DivineWrath DivineWrath's picture
I think the OP is asking,
I think the OP is asking, what impact on the setting would Enhanced Vision have? As in, he is asking it in much same way one might ask what impact did the discovery of electricity have, the industrial revolution, landing on the moon, the development of nuclear physics, or the ability to transplant organs. I don't know of many examples off hand of how seeing in many more spectrums than normal impacts a story. The only thing I can think of right now is Geordi La Forge from Star Trek: The Next Generation. https://en.wikipedia.org/wiki/Geordi_La_Forge
Jaberwo Jaberwo's picture
I picture it as giving a lot
I picture it as giving a lot of things that are invisible a color and making a lot of things transparent that appeared solid before. You can see all kinds of IR colored smoke and mist everywhere, dense or dilute, with the color telling you what kind of chemical it is if you are familiar with it. If not your muse or an AR program can tell you. This way you can tell if food is spoiled, see when someone farts, and won't walk into a cloud of toxic gas. People may wear clothing that appears bland in the visible range but in fact has UV, IR or even X-ray colors and patterns, with the latter only appearing when you step into those slighly dangerous X-ray lights in your local club. The hotter new club around the corner has T-ray lights though, so everyone seems to wear transparent clothing... It's never dark, instead you can always see the glow of infrared from warm objects, people leave footprints on the cold floor. You can see the temperature from afar, e.g. offering somone your gloves because their hands change color in IR way before they turn blue. Blushing is not very visible with everyone in the optical spectrum but almost everyone blushes in IR. You might even see the water vapor peple give off when they sweat. Solar weather is as visible as a thunderstorm, probably even inside a habitat.

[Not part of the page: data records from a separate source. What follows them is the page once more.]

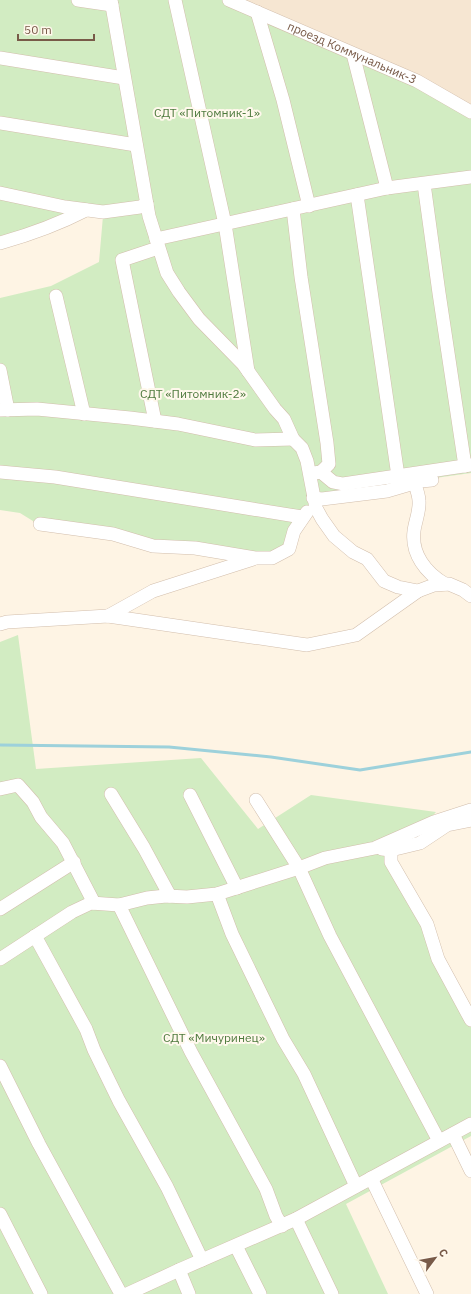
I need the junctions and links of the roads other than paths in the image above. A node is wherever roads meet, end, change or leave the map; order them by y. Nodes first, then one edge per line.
1 (78, 0) edge
2 (175, 0) edge
3 (229, 0) edge
4 (111, 2) edge
5 (257, 12) junction
6 (353, 54) junction
7 (0, 58) edge
8 (124, 78) junction
9 (471, 112) edge
10 (0, 123) edge
11 (136, 145) junction
12 (471, 177) edge
13 (424, 184) junction
14 (387, 188) junction
15 (0, 193) edge
16 (358, 196) junction
17 (147, 204) junction
18 (309, 206) junction
19 (293, 209) junction
20 (86, 210) junction
21 (225, 224) junction
22 (0, 243) edge
23 (157, 244) junction
24 (56, 296) dead end
25 (0, 370) edge
26 (249, 373) junction
27 (4, 410) edge
28 (84, 414) junction
29 (155, 421) junction
30 (293, 440) junction
31 (469, 469) edge
32 (0, 472) edge
33 (316, 473) junction
34 (398, 476) junction
35 (415, 483) junction
36 (315, 503) junction
37 (302, 517) junction
38 (40, 524) dead end
39 (255, 558) junction
40 (444, 584) junction
41 (418, 591) junction
42 (471, 596) edge
43 (108, 616) junction
44 (0, 624) edge
45 (0, 790) edge
46 (111, 794) dead end
47 (190, 795) dead end
48 (256, 800) dead end
49 (471, 810) edge
50 (471, 820) edge
51 (375, 848) junction
52 (390, 850) junction
53 (74, 862) junction
54 (299, 868) junction
55 (237, 888) junction
56 (217, 894) junction
57 (170, 896) junction
58 (94, 903) junction
59 (120, 905) junction
60 (0, 909) edge
61 (35, 936) junction
62 (0, 959) edge
63 (471, 1020) edge
64 (0, 1066) edge
65 (471, 1124) edge
66 (453, 1134) junction
67 (439, 1141) junction
68 (471, 1171) edge
69 (371, 1178) junction
70 (356, 1186) junction
71 (0, 1214) edge
72 (296, 1220) junction
73 (282, 1226) junction
74 (236, 1246) junction
75 (202, 1260) junction
76 (179, 1270) junction
77 (41, 1294) edge
78 (121, 1294) edge
79 (127, 1294) edge
80 (189, 1294) edge
81 (260, 1294) edge
82 (332, 1294) edge
83 (427, 1294) edge

1 - 4 street
2 - 21 street
3 - 5 street, проезд Коммунальник-3
4 - 8 street
5 - 6 street, проезд Коммунальник-3
5 - 18 street
6 - 9 street, проезд Коммунальник-3
6 - 14 street
7 - 8 street
8 - 11 street
10 - 11 street
11 - 17 street
12 - 13 street
13 - 14 street
13 - 31 street
14 - 16 street
15 - 20 street
16 - 18 street
16 - 34 street
17 - 20 street
17 - 23 street
18 - 19 street
19 - 21 street
19 - 33 street
20 - 22 street
21 - 23 street
21 - 26 street
23 - 26 street
23 - 29 street
24 - 28 street
25 - 27 street
26 - 30 street
27 - 28 street
28 - 29 street
29 - 30 street
30 - 33 street
31 - 34 street
31 - 35 street
32 - 37 street
33 - 34 street
33 - 36 street
35 - 36 street
35 - 40 street
36 - 37 street
36 - 41 street
37 - 39 street
38 - 39 street
39 - 43 street
40 - 41 street
40 - 42 street
41 - 43 street
43 - 44 street
45 - 53 street
46 - 57 street
47 - 55 street
48 - 54 street
49 - 51 street
50 - 52 street
51 - 52 street
51 - 54 street
52 - 63 street
53 - 58 street
53 - 60 street
54 - 55 street
54 - 67 street
55 - 56 street
56 - 57 street
56 - 70 street
57 - 59 street
58 - 59 street
58 - 61 street
59 - 73 street
61 - 62 street
61 - 75 street
64 - 78 street
65 - 66 street
66 - 67 street
66 - 68 street
67 - 69 street
69 - 70 street
69 - 83 street
70 - 72 street
71 - 77 street
72 - 73 street
72 - 82 street
73 - 74 street
74 - 75 street
74 - 81 street
75 - 76 street
76 - 79 street
76 - 80 street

Axel the Chimeric Axel the Chimeric's picture
Noble Pigeon wrote:As a GM I
Noble Pigeon wrote:
As a GM I'm not exactly used to games where players have cheap access to things like being able to see in x-ray vision all the time, so I'm not quite sure how to handle situations like this since I'm much more interested in telling a compelling story rather than have to accommodate for the pinpoint scientific accuracy of the result of almost everyone being able to see things beyond the normal visual spectrum.
I would direct you to look at Panopticon's gear section and the relevant mentions of sensory filters so that biomorphs can choose which spectra to observe at a given time, because this is important. I think I can sum up what I'm about to say as "Sh*t be bright, yo!", but I'll offer some more eloquence. When you look at the various spectra, there's a hell of a lot of information there that's not exactly easily interpreted on top of the various other spectra. For example, UV light is bright. Really, really bright. You can't really focus on it AND visible light at the same time. In fact, areas with high amounts of UV light might just outright blind you to slightly more mundane details; it could effectively render you colourblind or even blind outright. Meanwhile, IR is much lower on the spectrum. It's dark. It's just as hard to focus on that and the visible spectra as it is to see the stars in the city, for much the same reasons. Everything that's said about UV, apply double to higher ends of the spectrum. T-Rays, meanwhile, can't emit constantly because then you're a walking radiation hazard. Similarly, it pings your enemy with your position if they have a radiation scanner or T-Ray detector of their own. Short version: There's a hell of a lot to see and you can only focus on a small fraction at once. Players have access to a big tool-kit with enhanced vision - it allows for chemical analysis, seeing through walls, not being affected by darkness, etc. - but it's very much a double-edged sword. You can't be scanning every spectrum all the time without risking major sensory overload. You can't be looking through walls constantly because you'll get arrested (if you're lucky). Whatever spectrum you ARE looking into has its advantages and disadvantages. And, always remember, their enemies have cheap access to this too; they can track by the heat of footprints, spot their T-Ray projector, etc.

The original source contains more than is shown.